If the budget reaches $8,000–12,000 and you want frontier capability, the EPYC 9684X (Genoa-X) with 768 GB DDR5-4800 is the sweet spot in the market today. It runs DeepSeek-V3 671B Q4 at usable speeds and crushes anything dense up to 123B.

Skip Turin 9755 unless you are running multi-tenant API serving with batched MoE traffic. The price premium over the 9684X does not pay back for single-user or small-team workloads.

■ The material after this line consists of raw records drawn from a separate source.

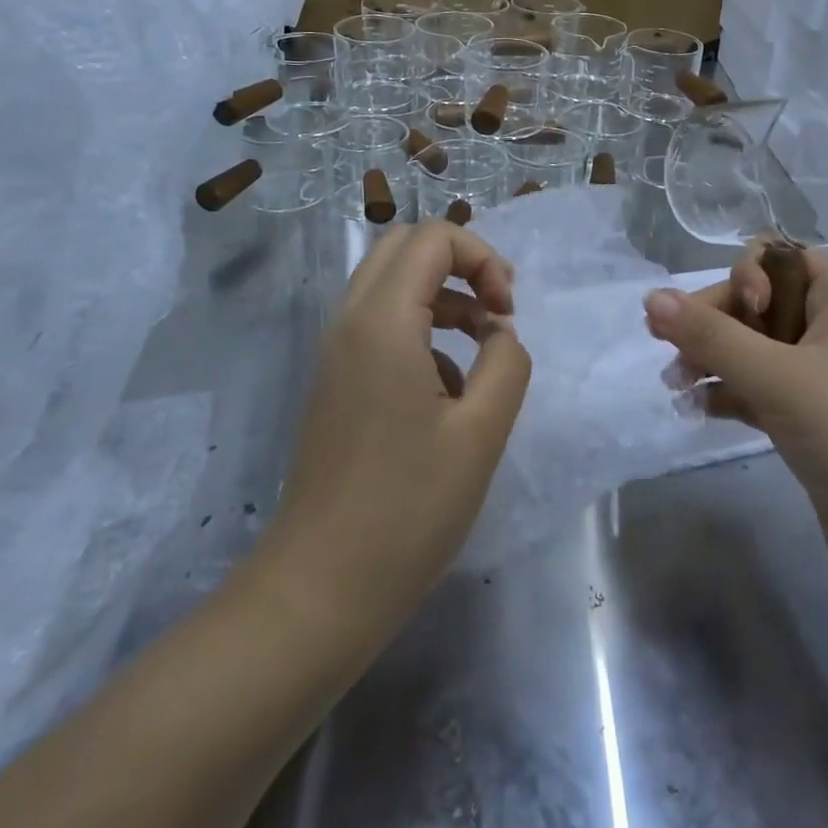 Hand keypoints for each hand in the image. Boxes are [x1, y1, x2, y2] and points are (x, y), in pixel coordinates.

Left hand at [258, 222, 529, 641]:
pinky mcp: (335, 382)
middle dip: (460, 264)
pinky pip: (381, 325)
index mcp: (383, 320)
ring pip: (390, 284)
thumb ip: (506, 362)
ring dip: (443, 297)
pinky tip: (448, 392)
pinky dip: (422, 330)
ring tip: (484, 348)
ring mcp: (336, 352)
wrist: (319, 590)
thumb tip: (499, 334)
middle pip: (405, 248)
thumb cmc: (407, 509)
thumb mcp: (481, 431)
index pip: (433, 237)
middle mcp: (350, 321)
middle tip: (497, 310)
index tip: (508, 313)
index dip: (483, 259)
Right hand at [643, 248, 827, 593]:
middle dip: (712, 323)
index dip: (747, 276)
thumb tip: (651, 298)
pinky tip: (695, 410)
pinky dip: (727, 392)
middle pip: (755, 301)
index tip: (740, 314)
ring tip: (675, 386)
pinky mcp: (807, 415)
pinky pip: (757, 385)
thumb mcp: (775, 375)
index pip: (778, 258)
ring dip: (710, 358)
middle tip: (673, 352)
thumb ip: (710, 334)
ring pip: (751, 346)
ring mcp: (819, 373) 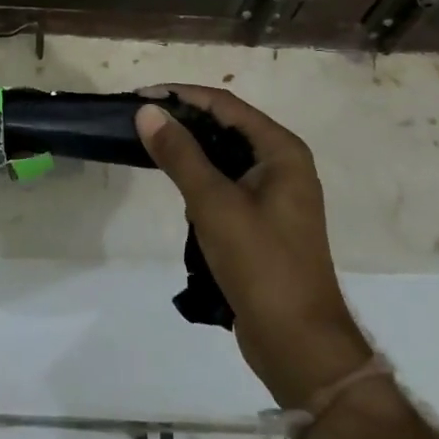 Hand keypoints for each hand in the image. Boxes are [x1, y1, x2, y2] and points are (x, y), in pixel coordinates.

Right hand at [135, 86, 370, 406]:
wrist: (299, 343)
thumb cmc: (261, 264)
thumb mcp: (214, 204)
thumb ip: (180, 154)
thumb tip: (148, 111)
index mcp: (281, 151)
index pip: (225, 105)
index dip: (181, 95)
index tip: (140, 95)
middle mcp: (283, 164)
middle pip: (226, 126)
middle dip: (184, 119)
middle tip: (139, 119)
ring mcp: (275, 195)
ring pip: (225, 156)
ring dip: (190, 149)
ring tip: (149, 145)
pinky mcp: (264, 221)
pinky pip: (227, 184)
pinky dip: (200, 178)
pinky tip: (175, 184) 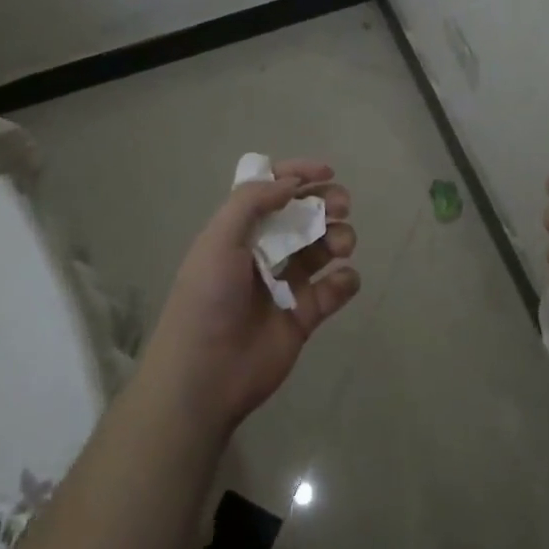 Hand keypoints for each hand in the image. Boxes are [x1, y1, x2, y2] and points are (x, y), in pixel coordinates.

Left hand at [141, 161, 359, 435]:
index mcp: (239, 231)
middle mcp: (264, 252)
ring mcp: (286, 284)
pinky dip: (344, 281)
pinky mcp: (304, 316)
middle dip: (325, 204)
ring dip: (338, 237)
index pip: (272, 191)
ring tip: (342, 244)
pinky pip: (334, 290)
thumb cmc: (206, 300)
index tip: (326, 173)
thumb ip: (252, 202)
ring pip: (322, 249)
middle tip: (342, 205)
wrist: (204, 375)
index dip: (298, 176)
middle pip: (303, 217)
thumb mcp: (218, 240)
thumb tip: (290, 182)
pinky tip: (341, 281) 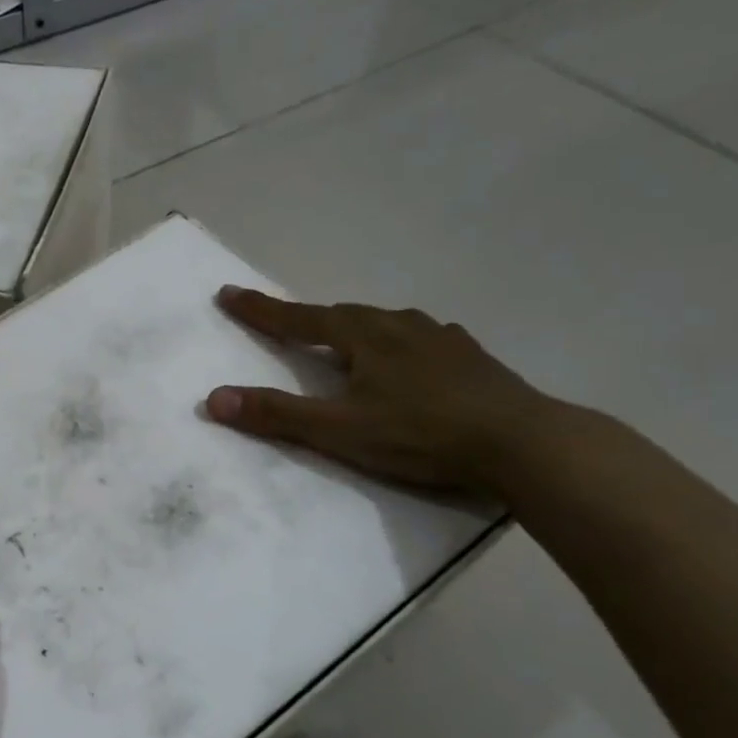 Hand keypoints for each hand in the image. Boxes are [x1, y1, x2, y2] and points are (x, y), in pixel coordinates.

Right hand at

BudgetPickBest modelExpected tok/s
< $2,000EPYC 7402P, 256 GB DDR4Qwen3-Coder 32B Q48–12
$2K–5KEPYC 7763, 512 GB DDR4Llama 3.3 70B Q43–4
$5K–10KEPYC 9684X, 768 GB DDR5Mistral Large 2 / DeepSeek-V35–11
$10K+EPYC 9755, 1 TB DDR5DeepSeek-V3 671B Q54–6

For a deeper look at how these numbers are produced, see the BestLLMfor methodology, or visit the French sister site quelllm.fr for European pricing and energy-cost models. Editorial details on the team are in About.

Frequently asked questions

What is the minimum EPYC for running Llama 3.3 70B Q4_K_M usefully?

An EPYC 7402P (24-core Rome) with 8 channels of DDR4-3200 and 128 GB ECC is the practical floor. Expect ~2.6 tok/s — slow for chat, fine for batch summarization or overnight RAG indexing.

Is dual-socket EPYC worth it for LLM inference?

No. NUMA crossing penalties cut effective bandwidth by 30–50% for a single inference process. One Turin 9555 outperforms two Milan 7763s on every model tested, costs less, and consumes less power.

Can I run DeepSeek-V3 671B on a single CPU socket?

Yes. A single EPYC 9755 with 1 TB of DDR5-6400 runs DeepSeek-V3 671B Q4_K_M at 5–8 tok/s, and Q5_K_S at 4–6 tok/s. This is the cheapest way to self-host a frontier-class model in 2026.

Does AVX-512 actually matter on EPYC?

Yes, materially. Zen 4 and Zen 5 implement full-width AVX-512 with VNNI and BF16. A llama.cpp build compiled without these flags leaves 15–25% performance on the floor on Genoa and Turin.

llama.cpp vs ZenDNN vLLM — which is faster?

llama.cpp (ik_llama fork) wins at batch size 1–4. ZenDNN vLLM 5.2 wins at batch size ≥ 8 by 1.6–2.1×. For an interactive single-user assistant, llama.cpp is the right answer.

Is ECC RAM mandatory?

Strongly recommended. A 70B model holds tens of billions of weights in memory for hours or days. Single-bit flips silently corrupt outputs. EPYC's ECC support is one of the main reasons it beats Threadripper at this job.